**What you have to do**:
Your copy of the data should leave out the images and match everything else exactly.

**Material to process**:
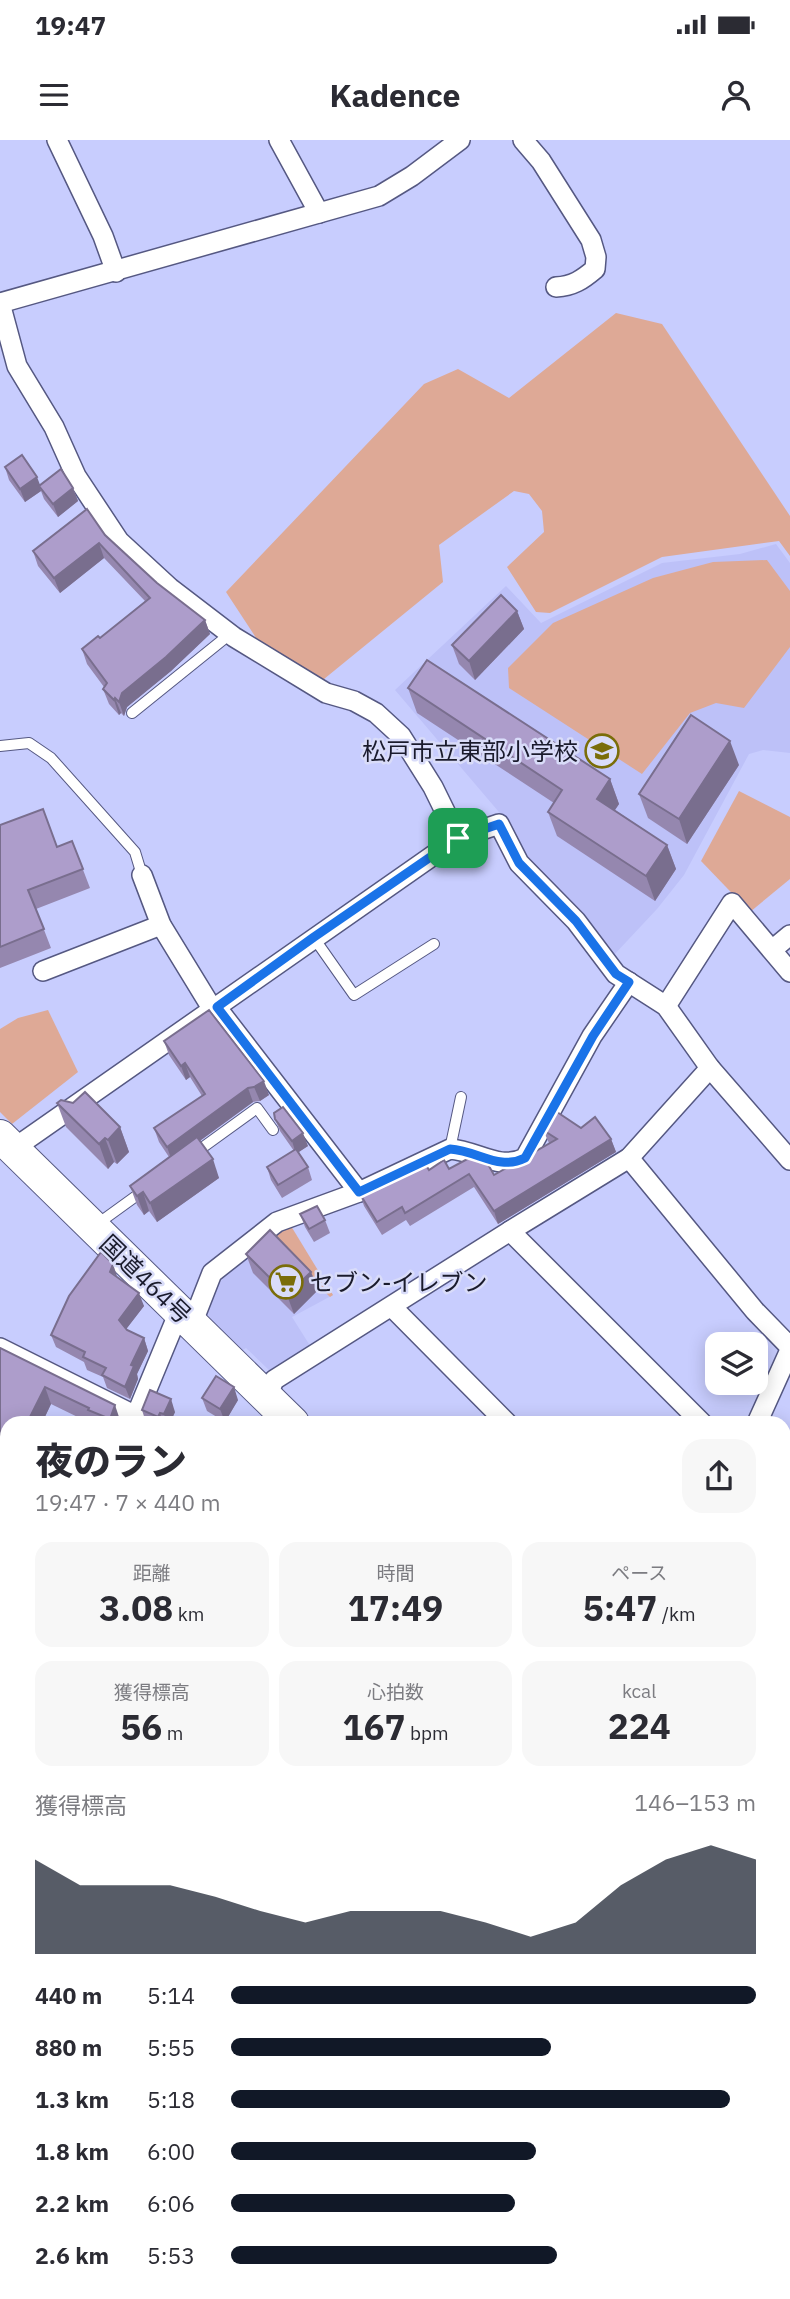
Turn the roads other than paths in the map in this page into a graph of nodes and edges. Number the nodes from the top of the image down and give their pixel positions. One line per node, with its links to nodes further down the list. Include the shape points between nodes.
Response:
1 (57, 140): 6 (street)
2 (279, 140): 5 (street)
3 (460, 140): 5 (street, via 379,196)
4 (523, 140): 7 (street, via 584,228 596,257 595,270 581,281)
5 (318, 213): 6 (street)
6 (116, 272): 8 (street)
7 (556, 286)
8 (0, 303): 9 (street, via 17,366 76,476 119,541 170,589)
9 (230, 634): 10 (lane); 12 (street, via 326,693 376,713 401,736)
10 (132, 713)
11 (0, 746): 13 (lane, via 29,743 51,758 135,852)
12 (458, 838): 16 (street); 21 (street, via 499,824 519,863 576,921 616,974)
13 (142, 875): 14 (street)
14 (162, 925): 19 (street); 23 (street)
15 (790, 935): 18 (street)
16 (314, 937): 17 (lane, via 354,995); 23 (street)
17 (435, 944)
18 (772, 950): 20 (street); 22 (street, via 732,903)
19 (43, 971)
20 (790, 972)
21 (629, 982): 22 (street); 28 (street, via 593,1036 525,1158 512,1164)
22 (666, 1006): 24 (street)
23 (215, 1009): 27 (street); 33 (street)
24 (710, 1068): 30 (street); 31 (street)
25 (461, 1097): 28 (lane)
26 (273, 1130): 29 (lane, via 257,1108)
27 (6, 1142): 34 (highway, 国道464号)
28 (450, 1149): 33 (street)
29 (191, 1157)
30 (629, 1158): 35 (street); 39 (street)
31 (790, 1160)
32 (157, 1181): 34 (lane)
33 (359, 1192): 37 (street, via 277,1222 212,1273)
34 (93, 1228): 37 (highway, 国道464号)
35 (510, 1231): 36 (street); 45 (street)
36 (392, 1307): 40 (street, via 274,1380); 44 (street)
37 (185, 1318): 40 (highway, 国道464号); 42 (street)
38 (0, 1348): 41 (street)
39 (790, 1348): 46 (street)
40 (267, 1397): 43 (highway, 国道464号)
41 (127, 1416)
42 (136, 1416)
43 (286, 1416)
44 (500, 1416)
45 (695, 1416)
46 (760, 1416)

**Task response**:
Turn the roads other than paths in the map in this page into a graph of nodes and edges. Number the nodes from the top of the image down and give their pixel positions. One line per node, with its links to nodes further down the list. Include the shape points between nodes.
Response:
1 (57, 140): 6 (street)
2 (279, 140): 5 (street)
3 (460, 140): 5 (street, via 379,196)
4 (523, 140): 7 (street, via 584,228 596,257 595,270 581,281)
5 (318, 213): 6 (street)
6 (116, 272): 8 (street)
7 (556, 286)
8 (0, 303): 9 (street, via 17,366 76,476 119,541 170,589)
9 (230, 634): 10 (lane); 12 (street, via 326,693 376,713 401,736)
10 (132, 713)
11 (0, 746): 13 (lane, via 29,743 51,758 135,852)
12 (458, 838): 16 (street); 21 (street, via 499,824 519,863 576,921 616,974)
13 (142, 875): 14 (street)
14 (162, 925): 19 (street); 23 (street)
15 (790, 935): 18 (street)
16 (314, 937): 17 (lane, via 354,995); 23 (street)
17 (435, 944)
18 (772, 950): 20 (street); 22 (street, via 732,903)
19 (43, 971)
20 (790, 972)
21 (629, 982): 22 (street); 28 (street, via 593,1036 525,1158 512,1164)
22 (666, 1006): 24 (street)
23 (215, 1009): 27 (street); 33 (street)
24 (710, 1068): 30 (street); 31 (street)
25 (461, 1097): 28 (lane)
26 (273, 1130): 29 (lane, via 257,1108)
27 (6, 1142): 34 (highway, 国道464号)
28 (450, 1149): 33 (street)
29 (191, 1157)
30 (629, 1158): 35 (street); 39 (street)
31 (790, 1160)
32 (157, 1181): 34 (lane)
33 (359, 1192): 37 (street, via 277,1222 212,1273)
34 (93, 1228): 37 (highway, 国道464号)
35 (510, 1231): 36 (street); 45 (street)
36 (392, 1307): 40 (street, via 274,1380); 44 (street)
37 (185, 1318): 40 (highway, 国道464号); 42 (street)
38 (0, 1348): 41 (street)
39 (790, 1348): 46 (street)
40 (267, 1397): 43 (highway, 国道464号)
41 (127, 1416)
42 (136, 1416)
43 (286, 1416)
44 (500, 1416)
45 (695, 1416)
46 (760, 1416)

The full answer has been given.